Fishing around Anna Maria Island has a lot to offer in the winter.
We’re seeing days that start with temps in the 50s and end in the 80s and that’s good weather.
You might say, “Oh, the weather is beautiful.” While that’s true, it sure goofs up the patterns of the fish we target.
On those colder days, you’ll want to concentrate on docks and structure in Tampa Bay or the Gulf of Mexico. Live shrimp as bait will work nicely. A good expectation is to hook into some catch-and-release redfish and keeper black drum, pompano and sheepshead while fishing the docks. On the reefs you might hook into mangrove snapper, hogfish or juvenile grouper.
On the warmer days, especially during the afternoon tides, you should be able to fish the flats for catch-and-release snook. But this depends on if you can find some shiners for bait. Catch-and-release spotted seatrout should react positively to warmer water temps in the same fashion. Also, during these early winter months, it pays to be versatile.
Capt. Aaron Lowman is running his charters to nearshore ledges and hard bottom in the Gulf of Mexico. Using live shrimp on a knocker rig is resulting in a variety of fish — hogfish, mangrove snapper, porgies, sheepshead and Key West grunts.

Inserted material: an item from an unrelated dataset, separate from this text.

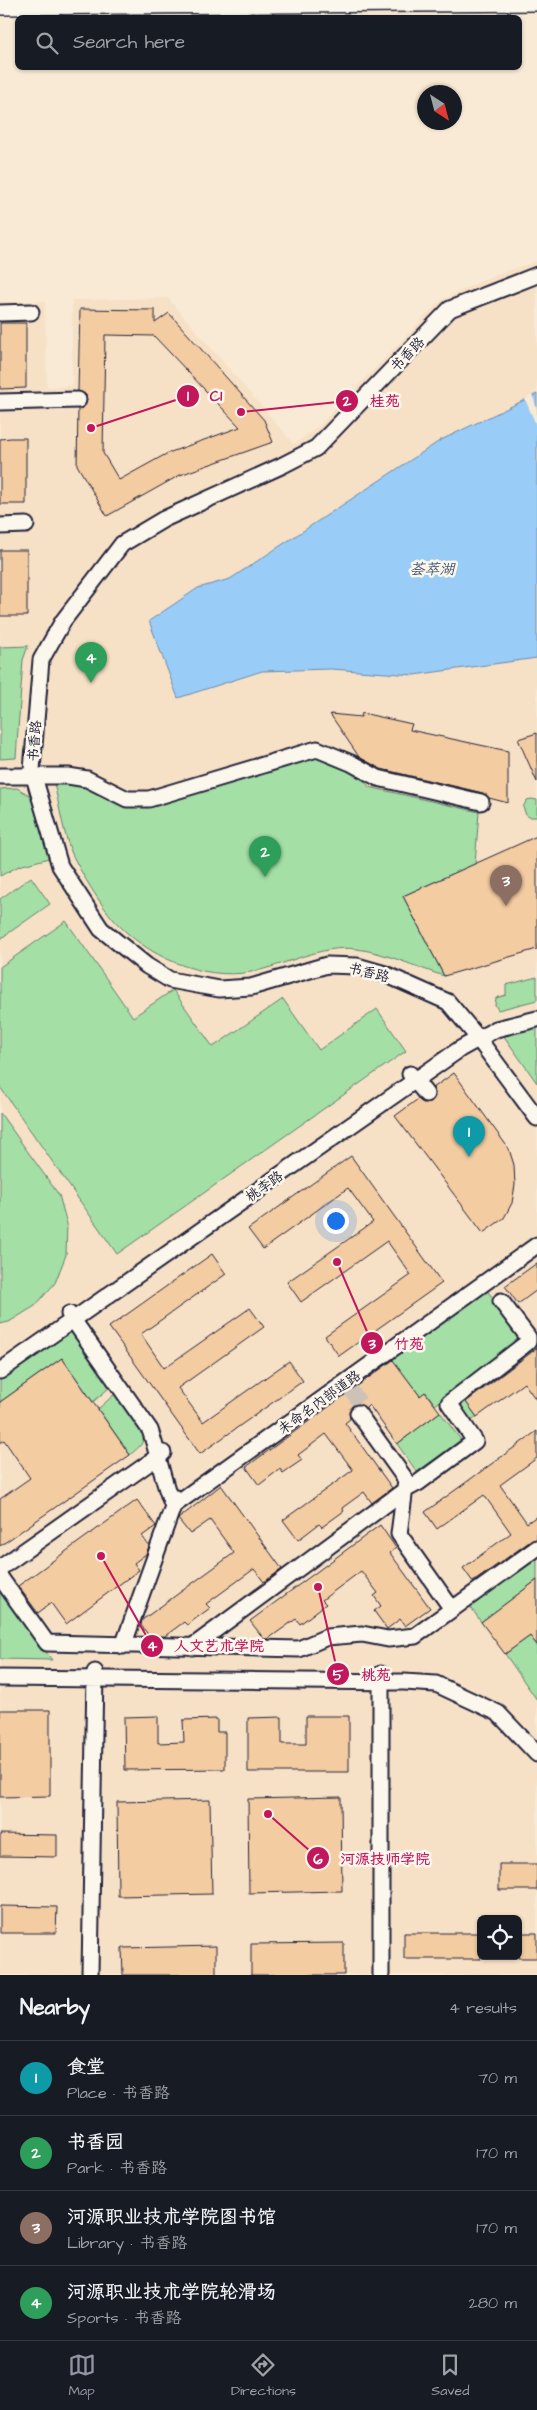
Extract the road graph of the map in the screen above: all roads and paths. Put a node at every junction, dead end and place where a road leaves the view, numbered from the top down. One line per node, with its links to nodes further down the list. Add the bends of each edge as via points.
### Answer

Moving toward the beaches of Anna Maria Island, Lowman is finding plenty of Spanish mackerel around the artificial reefs. In the passes around sandbars, Lowman is putting clients on pompano, whiting and black drum.
Lastly, dock fishing on the colder days is producing some sheepshead and catch-and-release redfish for Lowman’s clients.
And it doesn’t hurt to fish out of the wind in the canals.
Capt. David White of Anna Maria Charters is working offshore with good results for his anglers on red grouper. Limits of these tasty fish are being caught quickly while bottom fishing. Migratory fish — blackfin tuna, bonito and a handful of king mackerel — are making a showing for White, who is free-lining large baits to put clients on a hookup.
Moving inshore, White is switching to shrimp as bait to target pompano, sheepshead, black drum and catch-and-release redfish. It’s White’s inshore routine and it works.
Capt. Jason Stock, on the other hand, is finding good action offshore on blackfin tuna and kingfish. Chumming with live bait has been the ticket to really get them going. Once chummed up, Stock has clients throwing top-water plugs and getting results. Amberjack are showing in good numbers offshore. Again, lots of chum is getting them fired up.
Lastly, Stock reports bottom fishing for red grouper is quite good right now.
Jim Malfese at the Rod & Reel Pier says fishers using live shrimp are hooking into some early winter sheepshead, black drum and a few catch-and-release redfish. Casting spoons or jigs out from the pier is yielding a bite from macks and ladyfish, but a little work is required. Malfese says determination and a lot of casting will get you a mack.
Lastly, a few catch-and-release snook are being hooked up at the R&R, mainly at night, by anglers using large pinfish or small ladyfish as bait.
Capt. Warren Girle is working structure in Tampa Bay, where, with the recent warm up, live shiners are still available as bait. The effort is resulting in some great Spanish mackerel fishing. While targeting the macks, Girle’s clients also are hooking into mangrove snapper and juvenile gag grouper.
Moving inshore to the flats of Tampa Bay, Girle is getting cooperation from the top trio of catch-and-release species — snook, redfish and spotted seatrout.
Lastly, targeting blacktip sharks is providing good action for anglers. For bait, Girle is using chunks of Spanish mackerel, which produces sharks measuring 4-6 feet.